Stored entries
▬▬▬▬▬▬

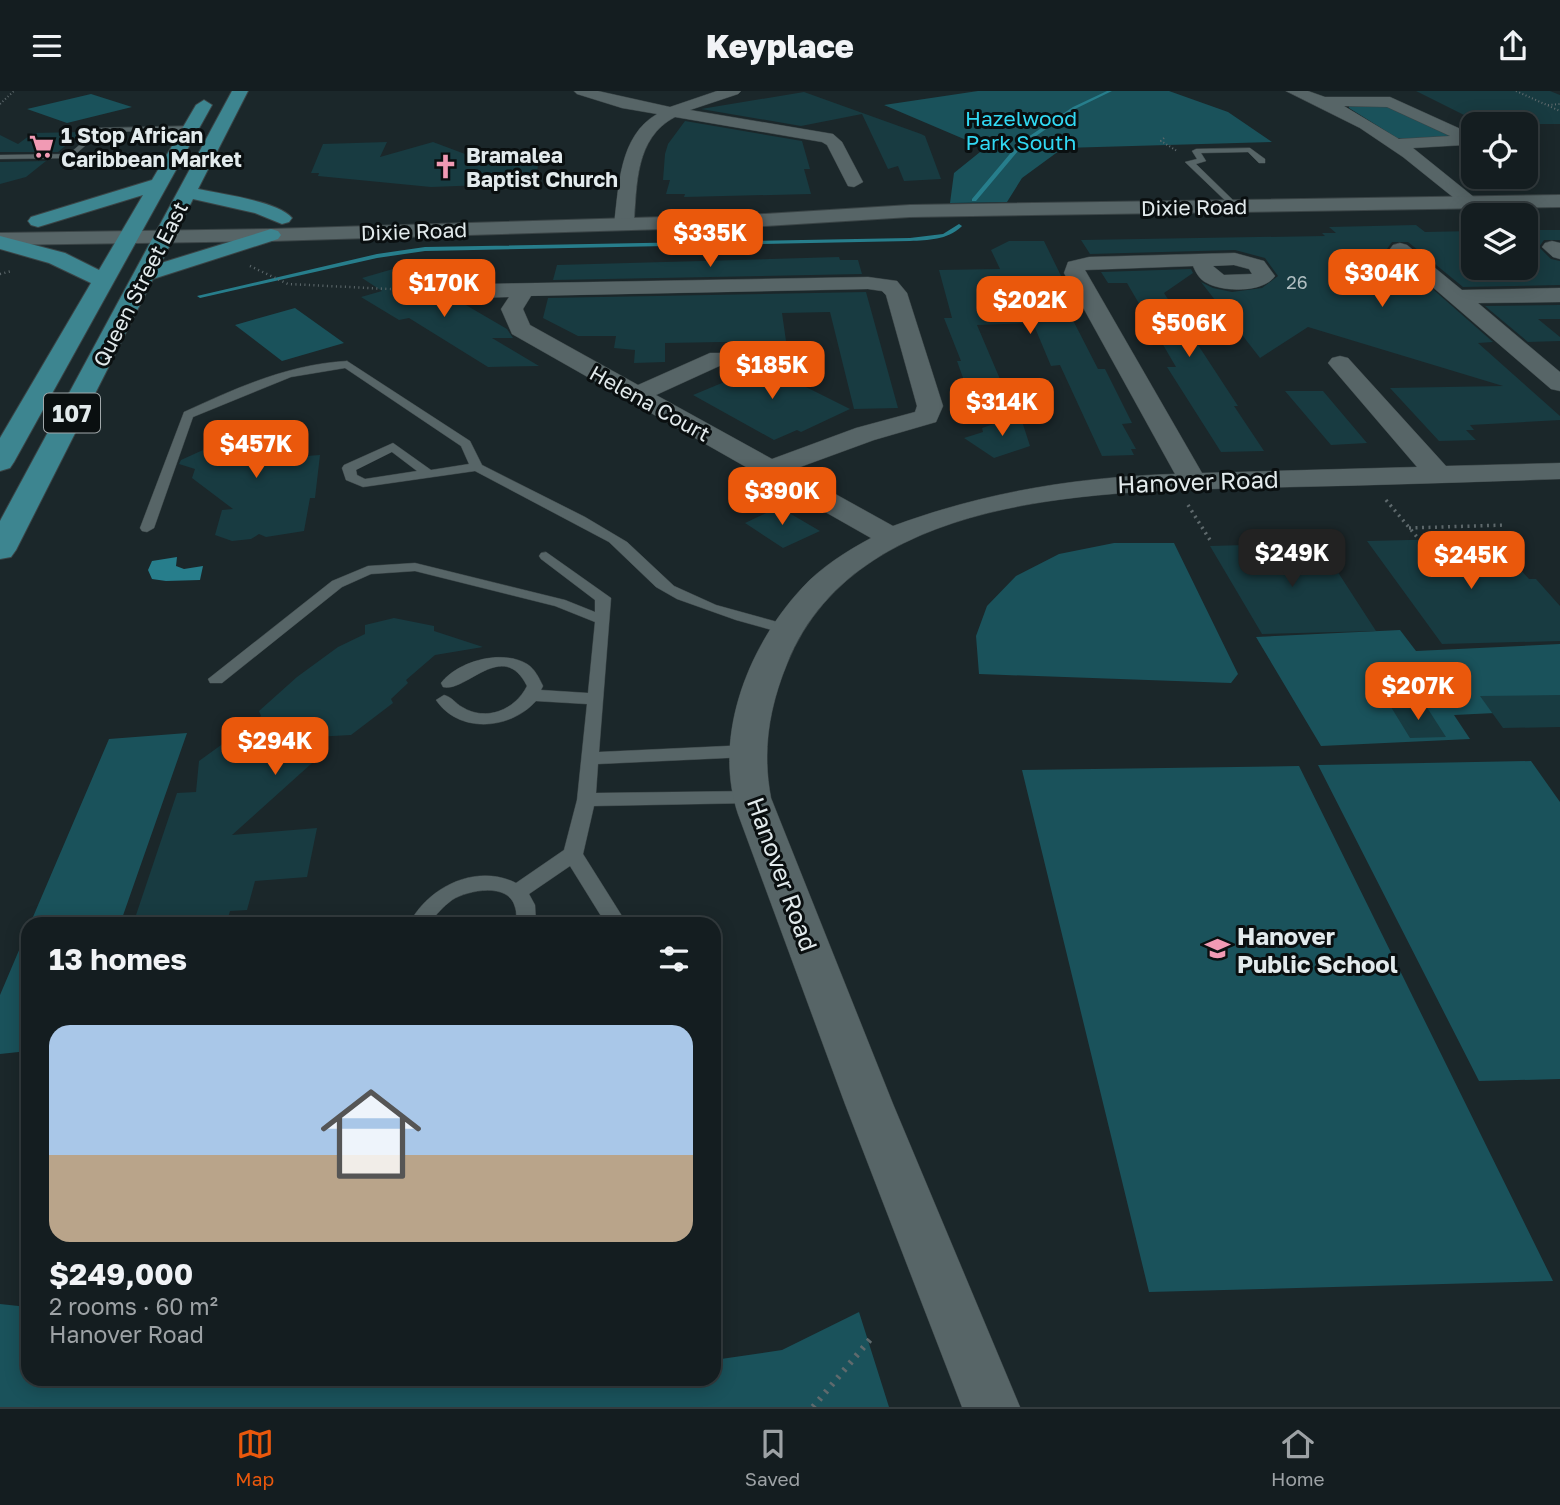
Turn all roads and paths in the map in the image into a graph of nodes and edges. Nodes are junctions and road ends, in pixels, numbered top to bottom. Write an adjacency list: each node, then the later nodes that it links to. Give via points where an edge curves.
1 (14, 91): 9 (path)
2 (212, 91): 14 (main road, Queen Street East / 107)
3 (240, 91): 20 (main road, Queen Street East / 107)
4 (582, 91): 12 (street)
5 (733, 91): 12 (street)
6 (1294, 91): 8 (street)
7 (1516, 91): 11 (path)
8 (1326, 101): 15 (street); 15 (street, via 1390,102 1459,134 1458,141 1447,143)
9 (0, 104)
10 (1560, 104): 11 (path)
11 (1547, 105): 13 (path)
12 (669, 110): 18 (street, via 827,138 834,142); 24 (street, via 636,140)
13 (1560, 111)
14 (191, 128): 16 (lane, via 99,130 71,156); 19 (main road, Queen Street East / 107)
15 (1398, 144): 22 (street)
16 (0, 157)
17 (1262, 161): 23 (lane, via 1250,150 1237,150 1196,151 1202,161 1189,162)
18 (854, 182)
19 (159, 184): 25 (main road); 29 (main road, Queen Street East / 107)
20 (187, 192): 27 (main road, via 261,209); 28 (main road, Queen Street East / 107)
21 (1560, 201): 22 (main road, Dixie Road)
22 (1471, 202): 23 (main road, Dixie Road)
23 (1234, 206): 24 (main road, Dixie Road, via 827,214 765,221)
24 (624, 219): 27 (main road, Dixie Road)
25 (38, 221): 26 (main road, Dixie Road); 29 (main road, Dixie Road)
26 (0, 222)
27 (276, 226): 28 (main road, Dixie Road); 33 (main road, via 188,264)
28 (168, 228): 29 (main road, Dixie Road); 33 (main road, Queen Street East / 107)
29 (133, 229): 30 (main road, Dixie Road); 35 (main road, Queen Street East / 107)
30 (0, 240): 35 (main road, via 57,258)
31 (1400, 249): 39 (street)
32 (1200, 262): 52 (street, via 1075,266)
33 (144, 275): 60 (main road, Queen Street East / 107)
34 (268, 275): 37 (path, via 288,284)
35 (103, 280): 46 (main road, Queen Street East / 107)
36 (524, 291): 37 (street); 45 (street, Helena Court, via 512,309 520,329); 48 (street, via 868,282 889,286 896,293 930,406 927,417)
37 (432, 292)
38 (1560, 295): 39 (street)
39 (1458, 297): 44 (street)
40 (718, 358): 45 (street)
41 (1340, 363): 51 (street)
42 (296, 364): 43 (lane, via 330,353)
43 (347, 364): 47 (lane, via 466,444); 55 (lane, via 295,373 188,415)
44 (1560, 384)
45 (635, 395): 48 (street, Helena Court)
46 (0, 462)
47 (477, 467): 50 (lane); 63 (lane, via 613,538 634,552 670,589 739,617)
48 (770, 469): 57 (street, Helena Court)
49 (1560, 471): 51 (street, Hanover Road)
50 (426, 472): 50 (lane, via 363,483 351,477 349,468 393,447)
51 (1438, 474): 52 (street, Hanover Road)
52 (1191, 492): 57 (street, Hanover Road, via 1056,489 998,499); 59 (path)
53 (1385, 498): 56 (path)
54 (1506, 525): 56 (path)
55 (147, 528)
56 (1409, 528): 58 (path)
57 (891, 537): 63 (street, Hanover Road, via 816,591)
58 (1417, 537)
59 (1210, 540)
60 (0, 550)
61 (545, 556): 62 (lane, via 603,598)
62 (603, 620): 64 (lane, via 559,603 415,567 368,570 337,584); 66 (lane)
63 (786, 629): 67 (street, Hanover Road, via 766,666)
64 (216, 679)
65 (532, 695): 65 (lane, via 515,712 486,719 459,715 446,692 463,671 484,664 513,664 532,677); 66 (lane)
66 (596, 699): 68 (lane)
67 (748, 751): 68 (lane); 69 (street, Hanover Road)
68 (590, 758): 70 (lane)
69 (752, 797): 70 (lane); 78 (street, Hanover Road)
70 (586, 800): 71 (lane)
71 (573, 854): 72 (lane); 75 (lane)
72 (516, 893): 73 (lane, via 503,886 468,884 435,899); 74 (lane)
73 (422, 917)
74 (527, 917)
75 (613, 917)
76 (873, 1336): 77 (path)
77 (813, 1407)
78 (991, 1407)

▬▬▬▬▬▬

[Exercise description]: Leave every picture out. Retype the remaining data exactly.

[The completed task]:
Turn all roads and paths in the map in the image into a graph of nodes and edges. Nodes are junctions and road ends, in pixels, numbered top to bottom. Write an adjacency list: each node, then the later nodes that it links to. Give via points where an edge curves.
1 (14, 91): 9 (path)
2 (212, 91): 14 (main road, Queen Street East / 107)
3 (240, 91): 20 (main road, Queen Street East / 107)
4 (582, 91): 12 (street)
5 (733, 91): 12 (street)
6 (1294, 91): 8 (street)
7 (1516, 91): 11 (path)
8 (1326, 101): 15 (street); 15 (street, via 1390,102 1459,134 1458,141 1447,143)
9 (0, 104)
10 (1560, 104): 11 (path)
11 (1547, 105): 13 (path)
12 (669, 110): 18 (street, via 827,138 834,142); 24 (street, via 636,140)
13 (1560, 111)
14 (191, 128): 16 (lane, via 99,130 71,156); 19 (main road, Queen Street East / 107)
15 (1398, 144): 22 (street)
16 (0, 157)
17 (1262, 161): 23 (lane, via 1250,150 1237,150 1196,151 1202,161 1189,162)
18 (854, 182)
19 (159, 184): 25 (main road); 29 (main road, Queen Street East / 107)
20 (187, 192): 27 (main road, via 261,209); 28 (main road, Queen Street East / 107)
21 (1560, 201): 22 (main road, Dixie Road)
22 (1471, 202): 23 (main road, Dixie Road)
23 (1234, 206): 24 (main road, Dixie Road, via 827,214 765,221)
24 (624, 219): 27 (main road, Dixie Road)
25 (38, 221): 26 (main road, Dixie Road); 29 (main road, Dixie Road)
26 (0, 222)
27 (276, 226): 28 (main road, Dixie Road); 33 (main road, via 188,264)
28 (168, 228): 29 (main road, Dixie Road); 33 (main road, Queen Street East / 107)
29 (133, 229): 30 (main road, Dixie Road); 35 (main road, Queen Street East / 107)
30 (0, 240): 35 (main road, via 57,258)
31 (1400, 249): 39 (street)
32 (1200, 262): 52 (street, via 1075,266)
33 (144, 275): 60 (main road, Queen Street East / 107)
34 (268, 275): 37 (path, via 288,284)
35 (103, 280): 46 (main road, Queen Street East / 107)
36 (524, 291): 37 (street); 45 (street, Helena Court, via 512,309 520,329); 48 (street, via 868,282 889,286 896,293 930,406 927,417)
37 (432, 292)
38 (1560, 295): 39 (street)
39 (1458, 297): 44 (street)
40 (718, 358): 45 (street)
41 (1340, 363): 51 (street)
42 (296, 364): 43 (lane, via 330,353)
43 (347, 364): 47 (lane, via 466,444); 55 (lane, via 295,373 188,415)
44 (1560, 384)
45 (635, 395): 48 (street, Helena Court)
46 (0, 462)
47 (477, 467): 50 (lane); 63 (lane, via 613,538 634,552 670,589 739,617)
48 (770, 469): 57 (street, Helena Court)
49 (1560, 471): 51 (street, Hanover Road)
50 (426, 472): 50 (lane, via 363,483 351,477 349,468 393,447)
51 (1438, 474): 52 (street, Hanover Road)
52 (1191, 492): 57 (street, Hanover Road, via 1056,489 998,499); 59 (path)
53 (1385, 498): 56 (path)
54 (1506, 525): 56 (path)
55 (147, 528)
56 (1409, 528): 58 (path)
57 (891, 537): 63 (street, Hanover Road, via 816,591)
58 (1417, 537)
59 (1210, 540)
60 (0, 550)
61 (545, 556): 62 (lane, via 603,598)
62 (603, 620): 64 (lane, via 559,603 415,567 368,570 337,584); 66 (lane)
63 (786, 629): 67 (street, Hanover Road, via 766,666)
64 (216, 679)
65 (532, 695): 65 (lane, via 515,712 486,719 459,715 446,692 463,671 484,664 513,664 532,677); 66 (lane)
66 (596, 699): 68 (lane)
67 (748, 751): 68 (lane); 69 (street, Hanover Road)
68 (590, 758): 70 (lane)
69 (752, 797): 70 (lane); 78 (street, Hanover Road)
70 (586, 800): 71 (lane)
71 (573, 854): 72 (lane); 75 (lane)
72 (516, 893): 73 (lane, via 503,886 468,884 435,899); 74 (lane)
73 (422, 917)
74 (527, 917)
75 (613, 917)
76 (873, 1336): 77 (path)
77 (813, 1407)
78 (991, 1407)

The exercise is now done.